Edit to add some further details for Will Dean:

Of course across these different hardware configurations the raw figures did change (sometimes substantially). The problem however is the consistent degradation in performance that only Windows suffers when moving from one thread to two. Here is a summary of the machines tested:

  • Several Dell workstations (Intel Xeon) of various ages running Windows 2000, Windows XP (32-bit), and Windows XP (64-bit) with single drive.
  • A Dell 1U server (Intel Xeon) running Windows Server 2003 (64-bit) with RAID 1+0.
  • An HP workstation (AMD Opteron) with Windows XP (64-bit), and Windows Server 2003, and hardware RAID 5.
  • My home unbranded PC (AMD Athlon64) running Windows XP (32-bit), FreeBSD (64-bit), and Linux (64-bit) with single drive.
  • My home MacBook (Intel Core1) running Mac OS X, single SATA drive.
  • My home Koolu PC running Linux. Vastly underpowered compared to the other systems but I demonstrated that even this machine can outperform a Windows server with RAID5 when doing multi-threaded disk reads.

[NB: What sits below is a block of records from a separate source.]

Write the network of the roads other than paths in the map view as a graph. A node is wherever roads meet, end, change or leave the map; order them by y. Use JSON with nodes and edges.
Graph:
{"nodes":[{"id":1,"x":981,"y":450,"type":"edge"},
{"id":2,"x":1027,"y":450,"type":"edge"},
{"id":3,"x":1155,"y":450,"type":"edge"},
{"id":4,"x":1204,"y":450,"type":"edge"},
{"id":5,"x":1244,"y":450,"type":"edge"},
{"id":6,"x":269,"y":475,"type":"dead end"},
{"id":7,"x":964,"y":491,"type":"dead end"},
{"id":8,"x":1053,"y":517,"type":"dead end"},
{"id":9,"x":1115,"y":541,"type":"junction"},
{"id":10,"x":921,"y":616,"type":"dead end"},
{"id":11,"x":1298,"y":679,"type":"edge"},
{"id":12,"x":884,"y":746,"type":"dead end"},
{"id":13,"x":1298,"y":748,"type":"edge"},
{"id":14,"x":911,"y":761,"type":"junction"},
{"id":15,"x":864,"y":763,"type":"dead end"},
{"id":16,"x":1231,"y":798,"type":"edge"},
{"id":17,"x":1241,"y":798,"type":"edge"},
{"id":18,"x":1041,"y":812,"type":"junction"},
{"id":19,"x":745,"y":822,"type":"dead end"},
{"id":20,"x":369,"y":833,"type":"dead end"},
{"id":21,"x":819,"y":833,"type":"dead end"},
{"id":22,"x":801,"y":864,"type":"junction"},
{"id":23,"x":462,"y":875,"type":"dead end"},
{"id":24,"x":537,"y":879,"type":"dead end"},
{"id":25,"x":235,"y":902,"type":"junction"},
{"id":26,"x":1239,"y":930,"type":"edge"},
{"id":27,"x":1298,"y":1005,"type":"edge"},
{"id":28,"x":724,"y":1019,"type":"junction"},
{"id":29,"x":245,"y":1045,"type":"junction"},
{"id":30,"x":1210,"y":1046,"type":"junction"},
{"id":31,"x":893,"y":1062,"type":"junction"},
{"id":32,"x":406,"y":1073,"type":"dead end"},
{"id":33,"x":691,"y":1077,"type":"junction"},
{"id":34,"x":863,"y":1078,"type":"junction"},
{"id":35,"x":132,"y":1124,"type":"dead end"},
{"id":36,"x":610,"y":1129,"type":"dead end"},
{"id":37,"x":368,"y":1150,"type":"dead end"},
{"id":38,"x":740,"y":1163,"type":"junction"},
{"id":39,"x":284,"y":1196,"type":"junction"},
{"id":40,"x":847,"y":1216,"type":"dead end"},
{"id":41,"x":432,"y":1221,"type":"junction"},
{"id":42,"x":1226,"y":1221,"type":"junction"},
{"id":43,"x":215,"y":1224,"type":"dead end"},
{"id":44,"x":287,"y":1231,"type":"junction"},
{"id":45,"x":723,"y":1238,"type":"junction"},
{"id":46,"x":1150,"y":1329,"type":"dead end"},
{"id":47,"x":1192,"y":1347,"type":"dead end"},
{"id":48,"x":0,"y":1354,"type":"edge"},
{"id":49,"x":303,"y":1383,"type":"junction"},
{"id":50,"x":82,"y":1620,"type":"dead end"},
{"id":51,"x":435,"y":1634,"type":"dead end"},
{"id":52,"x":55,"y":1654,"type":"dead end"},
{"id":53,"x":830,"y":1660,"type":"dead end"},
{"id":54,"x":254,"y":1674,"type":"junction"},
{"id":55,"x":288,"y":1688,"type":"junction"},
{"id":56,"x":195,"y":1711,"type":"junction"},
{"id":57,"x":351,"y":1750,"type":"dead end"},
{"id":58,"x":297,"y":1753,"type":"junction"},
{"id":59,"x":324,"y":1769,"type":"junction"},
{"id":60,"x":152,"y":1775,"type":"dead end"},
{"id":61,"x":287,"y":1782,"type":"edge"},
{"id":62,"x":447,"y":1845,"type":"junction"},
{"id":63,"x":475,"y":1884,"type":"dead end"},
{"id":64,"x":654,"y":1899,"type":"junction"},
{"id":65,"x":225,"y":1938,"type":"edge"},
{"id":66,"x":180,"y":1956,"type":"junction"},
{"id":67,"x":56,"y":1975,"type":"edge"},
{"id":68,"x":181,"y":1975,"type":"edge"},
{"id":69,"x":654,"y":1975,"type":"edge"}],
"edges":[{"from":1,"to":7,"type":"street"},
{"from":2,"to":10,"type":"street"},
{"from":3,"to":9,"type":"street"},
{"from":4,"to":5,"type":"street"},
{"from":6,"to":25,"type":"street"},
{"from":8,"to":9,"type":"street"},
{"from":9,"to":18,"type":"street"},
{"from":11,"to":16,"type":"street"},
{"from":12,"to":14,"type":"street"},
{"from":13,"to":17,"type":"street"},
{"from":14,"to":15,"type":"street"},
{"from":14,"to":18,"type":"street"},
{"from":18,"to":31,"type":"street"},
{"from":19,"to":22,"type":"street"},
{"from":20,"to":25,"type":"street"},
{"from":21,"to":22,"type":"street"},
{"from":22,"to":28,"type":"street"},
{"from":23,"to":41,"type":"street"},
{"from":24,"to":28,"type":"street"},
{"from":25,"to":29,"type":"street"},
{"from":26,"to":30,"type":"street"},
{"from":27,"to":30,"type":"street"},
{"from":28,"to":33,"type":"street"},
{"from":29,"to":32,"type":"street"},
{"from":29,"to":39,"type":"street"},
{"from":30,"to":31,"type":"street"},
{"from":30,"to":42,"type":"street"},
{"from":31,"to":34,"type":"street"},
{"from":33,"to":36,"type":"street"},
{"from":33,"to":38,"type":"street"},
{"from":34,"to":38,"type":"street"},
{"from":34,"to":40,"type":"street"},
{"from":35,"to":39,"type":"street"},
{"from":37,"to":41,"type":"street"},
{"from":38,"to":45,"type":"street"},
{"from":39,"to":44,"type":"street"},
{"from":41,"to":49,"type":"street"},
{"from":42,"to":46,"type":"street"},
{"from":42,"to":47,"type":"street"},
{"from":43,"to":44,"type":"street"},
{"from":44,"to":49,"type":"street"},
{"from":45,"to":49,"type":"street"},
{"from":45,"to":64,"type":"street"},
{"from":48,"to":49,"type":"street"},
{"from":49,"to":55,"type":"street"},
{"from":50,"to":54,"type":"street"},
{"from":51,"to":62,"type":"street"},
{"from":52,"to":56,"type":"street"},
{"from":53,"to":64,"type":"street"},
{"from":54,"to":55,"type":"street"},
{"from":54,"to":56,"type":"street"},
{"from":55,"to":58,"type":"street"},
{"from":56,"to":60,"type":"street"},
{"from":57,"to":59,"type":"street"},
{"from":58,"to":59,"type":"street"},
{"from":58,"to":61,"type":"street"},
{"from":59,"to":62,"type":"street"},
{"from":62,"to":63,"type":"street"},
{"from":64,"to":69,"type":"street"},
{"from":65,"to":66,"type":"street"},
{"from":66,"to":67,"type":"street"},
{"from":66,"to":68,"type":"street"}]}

CPU usage on all of these systems was very low during the tests and anti-virus was disabled.

I forgot to mention before but we also tried the normal Win32 CreateFile API with the FILE_FLAG_SEQUENTIAL_SCAN flag set. This flag didn't fix the problem.



回答3:

It does seem a little strange that you see no difference across quite a wide range of windows versions and nothing between a single drive and hardware raid-5.

It's only 'gut feel', but that does make me doubtful that this is really a simple seeking problem. Other than the OS X and the Raid5, was all this tried on the same machine - have you tried another machine? Is your CPU usage basically zero during this test?

What's the shortest app you can write which demonstrates this problem? - I would be interested to try it here.



回答4:

I would create some kind of in memory thread safe lock. Each thread could wait on the lock until it was free. When the lock becomes free, take the lock and read the file for a defined length of time or a defined amount of data, then release the lock for any other waiting threads.



回答5:

Do you use IOCompletionPorts under Windows? Windows via C++ has an in-depth chapter on this subject and as luck would have it, it is also available on MSDN.



回答6:

Paul - saw the update. Very interesting.

It would be interesting to try it on Vista or Win2008, as people seem to be reporting some considerable I/O improvements on these in some circumstances.

My only suggestion about a different API would be to try memory mapping the files - have you tried that? Unfortunately at 2GB per file, you're not going to be able to map multiple whole files on a 32-bit machine, which means this isn't quite as trivial as it might be.